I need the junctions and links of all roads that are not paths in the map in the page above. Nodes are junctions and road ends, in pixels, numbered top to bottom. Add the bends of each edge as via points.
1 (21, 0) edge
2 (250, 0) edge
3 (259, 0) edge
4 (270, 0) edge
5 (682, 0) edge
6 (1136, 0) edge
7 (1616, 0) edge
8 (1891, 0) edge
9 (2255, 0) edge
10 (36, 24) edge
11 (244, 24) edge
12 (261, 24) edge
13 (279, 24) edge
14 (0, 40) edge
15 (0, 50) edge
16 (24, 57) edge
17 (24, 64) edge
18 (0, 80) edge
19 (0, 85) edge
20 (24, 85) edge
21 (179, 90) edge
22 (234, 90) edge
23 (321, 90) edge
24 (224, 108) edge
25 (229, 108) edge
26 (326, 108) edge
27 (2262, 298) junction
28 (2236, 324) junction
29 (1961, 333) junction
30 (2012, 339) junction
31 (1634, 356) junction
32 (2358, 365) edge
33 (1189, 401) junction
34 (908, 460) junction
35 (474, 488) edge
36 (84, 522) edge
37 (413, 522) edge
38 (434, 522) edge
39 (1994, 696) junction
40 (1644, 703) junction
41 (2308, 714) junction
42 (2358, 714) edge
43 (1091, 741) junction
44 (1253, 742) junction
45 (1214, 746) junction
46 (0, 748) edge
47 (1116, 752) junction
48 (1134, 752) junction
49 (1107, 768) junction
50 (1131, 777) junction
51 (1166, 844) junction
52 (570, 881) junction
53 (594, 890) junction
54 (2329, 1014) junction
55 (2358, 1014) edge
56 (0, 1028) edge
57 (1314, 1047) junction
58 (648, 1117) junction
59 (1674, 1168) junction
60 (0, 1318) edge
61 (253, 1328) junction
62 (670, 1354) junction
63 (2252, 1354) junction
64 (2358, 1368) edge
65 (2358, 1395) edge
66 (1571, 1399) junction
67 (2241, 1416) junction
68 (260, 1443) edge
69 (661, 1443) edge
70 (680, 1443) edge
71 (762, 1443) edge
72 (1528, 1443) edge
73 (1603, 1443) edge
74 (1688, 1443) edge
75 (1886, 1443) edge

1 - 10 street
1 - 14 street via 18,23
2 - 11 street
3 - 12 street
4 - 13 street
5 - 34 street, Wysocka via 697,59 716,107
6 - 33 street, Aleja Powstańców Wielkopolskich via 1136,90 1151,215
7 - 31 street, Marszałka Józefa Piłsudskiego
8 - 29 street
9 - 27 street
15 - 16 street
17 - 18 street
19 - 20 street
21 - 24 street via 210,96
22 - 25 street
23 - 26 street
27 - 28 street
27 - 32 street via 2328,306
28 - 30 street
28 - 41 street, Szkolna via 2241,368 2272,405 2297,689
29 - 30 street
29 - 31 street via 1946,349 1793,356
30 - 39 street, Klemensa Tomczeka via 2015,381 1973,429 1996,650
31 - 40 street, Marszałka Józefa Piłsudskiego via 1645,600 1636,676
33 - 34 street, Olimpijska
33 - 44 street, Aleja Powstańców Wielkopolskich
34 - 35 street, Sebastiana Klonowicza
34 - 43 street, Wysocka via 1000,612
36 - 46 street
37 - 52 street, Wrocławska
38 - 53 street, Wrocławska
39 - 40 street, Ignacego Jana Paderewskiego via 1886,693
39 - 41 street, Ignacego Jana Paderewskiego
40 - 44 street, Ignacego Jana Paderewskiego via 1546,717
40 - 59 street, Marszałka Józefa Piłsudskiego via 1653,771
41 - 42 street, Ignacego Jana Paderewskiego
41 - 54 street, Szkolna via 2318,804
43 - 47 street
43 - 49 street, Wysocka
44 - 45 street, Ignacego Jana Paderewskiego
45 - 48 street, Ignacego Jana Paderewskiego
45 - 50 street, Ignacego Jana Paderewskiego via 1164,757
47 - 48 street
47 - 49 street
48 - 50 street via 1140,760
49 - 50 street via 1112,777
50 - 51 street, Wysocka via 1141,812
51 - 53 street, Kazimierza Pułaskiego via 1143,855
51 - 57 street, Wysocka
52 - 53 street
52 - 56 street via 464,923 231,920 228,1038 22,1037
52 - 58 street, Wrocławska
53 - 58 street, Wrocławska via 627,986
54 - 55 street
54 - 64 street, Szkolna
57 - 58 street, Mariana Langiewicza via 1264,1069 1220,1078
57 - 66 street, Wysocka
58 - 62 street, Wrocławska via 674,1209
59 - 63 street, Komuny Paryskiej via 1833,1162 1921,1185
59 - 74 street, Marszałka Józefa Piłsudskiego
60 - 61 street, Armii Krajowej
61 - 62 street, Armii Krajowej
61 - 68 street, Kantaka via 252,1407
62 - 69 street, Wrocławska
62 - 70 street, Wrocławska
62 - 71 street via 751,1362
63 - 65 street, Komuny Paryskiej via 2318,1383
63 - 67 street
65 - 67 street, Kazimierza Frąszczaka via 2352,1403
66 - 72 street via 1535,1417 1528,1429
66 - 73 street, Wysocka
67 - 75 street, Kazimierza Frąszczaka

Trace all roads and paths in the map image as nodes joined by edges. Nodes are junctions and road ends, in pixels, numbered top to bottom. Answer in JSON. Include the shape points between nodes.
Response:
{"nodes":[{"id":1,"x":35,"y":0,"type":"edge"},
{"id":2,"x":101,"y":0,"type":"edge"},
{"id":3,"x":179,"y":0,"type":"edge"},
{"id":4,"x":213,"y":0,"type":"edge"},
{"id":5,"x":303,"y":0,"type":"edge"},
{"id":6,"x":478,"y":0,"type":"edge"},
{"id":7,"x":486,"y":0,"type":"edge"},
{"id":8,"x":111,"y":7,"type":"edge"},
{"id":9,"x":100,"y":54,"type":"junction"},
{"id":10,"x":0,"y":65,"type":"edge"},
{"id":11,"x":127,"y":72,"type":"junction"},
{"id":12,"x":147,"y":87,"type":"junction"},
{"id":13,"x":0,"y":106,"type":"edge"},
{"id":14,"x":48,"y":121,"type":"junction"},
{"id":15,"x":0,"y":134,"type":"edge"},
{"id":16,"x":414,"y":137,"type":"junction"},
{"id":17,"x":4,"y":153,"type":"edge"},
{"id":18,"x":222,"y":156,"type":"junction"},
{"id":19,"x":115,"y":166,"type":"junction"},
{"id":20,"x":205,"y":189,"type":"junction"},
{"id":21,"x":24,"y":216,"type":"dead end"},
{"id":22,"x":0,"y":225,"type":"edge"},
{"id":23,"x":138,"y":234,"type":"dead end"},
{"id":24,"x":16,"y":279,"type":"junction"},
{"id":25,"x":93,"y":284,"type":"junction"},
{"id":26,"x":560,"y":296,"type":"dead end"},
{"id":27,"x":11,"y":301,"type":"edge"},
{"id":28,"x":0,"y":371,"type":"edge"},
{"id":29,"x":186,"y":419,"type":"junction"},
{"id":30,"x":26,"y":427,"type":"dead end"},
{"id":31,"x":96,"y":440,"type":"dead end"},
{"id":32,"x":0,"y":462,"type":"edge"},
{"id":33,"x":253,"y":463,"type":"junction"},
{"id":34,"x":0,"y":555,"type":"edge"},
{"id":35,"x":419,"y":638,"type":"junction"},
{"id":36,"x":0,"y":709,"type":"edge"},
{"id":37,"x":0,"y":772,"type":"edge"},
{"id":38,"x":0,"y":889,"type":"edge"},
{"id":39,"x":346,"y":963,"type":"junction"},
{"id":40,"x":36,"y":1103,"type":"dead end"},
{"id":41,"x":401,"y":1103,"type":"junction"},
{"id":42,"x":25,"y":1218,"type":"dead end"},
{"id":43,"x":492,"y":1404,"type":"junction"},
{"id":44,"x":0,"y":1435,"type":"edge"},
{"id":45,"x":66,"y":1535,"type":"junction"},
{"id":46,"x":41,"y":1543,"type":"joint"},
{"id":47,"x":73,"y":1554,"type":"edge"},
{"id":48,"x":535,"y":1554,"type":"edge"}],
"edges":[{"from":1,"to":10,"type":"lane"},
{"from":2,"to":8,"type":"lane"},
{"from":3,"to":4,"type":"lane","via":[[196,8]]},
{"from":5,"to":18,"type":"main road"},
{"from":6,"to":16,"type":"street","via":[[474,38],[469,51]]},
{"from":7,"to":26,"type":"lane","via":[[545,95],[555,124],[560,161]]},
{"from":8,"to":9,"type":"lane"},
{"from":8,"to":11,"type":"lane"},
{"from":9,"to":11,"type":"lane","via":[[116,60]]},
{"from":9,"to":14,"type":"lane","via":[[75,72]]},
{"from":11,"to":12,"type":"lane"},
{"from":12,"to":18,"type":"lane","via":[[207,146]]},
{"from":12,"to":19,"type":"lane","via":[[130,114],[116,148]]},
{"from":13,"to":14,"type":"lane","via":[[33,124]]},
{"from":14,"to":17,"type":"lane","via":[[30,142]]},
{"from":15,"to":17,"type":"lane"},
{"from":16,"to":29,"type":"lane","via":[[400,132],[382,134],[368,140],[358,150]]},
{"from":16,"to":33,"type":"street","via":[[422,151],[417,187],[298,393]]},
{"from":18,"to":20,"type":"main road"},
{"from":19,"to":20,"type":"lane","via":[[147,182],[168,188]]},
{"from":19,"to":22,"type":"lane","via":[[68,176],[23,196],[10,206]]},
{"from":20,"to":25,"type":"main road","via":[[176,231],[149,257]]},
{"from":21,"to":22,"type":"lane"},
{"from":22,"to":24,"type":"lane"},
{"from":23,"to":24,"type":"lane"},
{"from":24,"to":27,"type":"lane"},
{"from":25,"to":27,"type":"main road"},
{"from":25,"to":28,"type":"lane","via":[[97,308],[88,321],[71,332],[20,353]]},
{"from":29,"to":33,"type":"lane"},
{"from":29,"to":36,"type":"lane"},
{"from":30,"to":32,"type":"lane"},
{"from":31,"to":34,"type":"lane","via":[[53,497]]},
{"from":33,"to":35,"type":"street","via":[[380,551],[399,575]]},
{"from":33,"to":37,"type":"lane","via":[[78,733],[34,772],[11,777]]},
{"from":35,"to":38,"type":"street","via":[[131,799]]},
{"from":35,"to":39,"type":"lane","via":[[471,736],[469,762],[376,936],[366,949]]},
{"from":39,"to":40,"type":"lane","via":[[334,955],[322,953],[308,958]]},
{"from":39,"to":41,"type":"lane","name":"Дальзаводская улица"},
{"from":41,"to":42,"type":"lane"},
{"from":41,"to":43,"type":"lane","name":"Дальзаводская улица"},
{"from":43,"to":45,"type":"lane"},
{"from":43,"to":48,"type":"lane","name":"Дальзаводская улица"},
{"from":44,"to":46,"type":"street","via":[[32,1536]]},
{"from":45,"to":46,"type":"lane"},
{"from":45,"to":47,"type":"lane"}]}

| PROBLEM STATEMENT |
Which lines of the records above contain the word "Armii"? Show each of them.

| TASK SOLUTION |
60 - 61 street, Armii Krajowej
61 - 62 street, Armii Krajowej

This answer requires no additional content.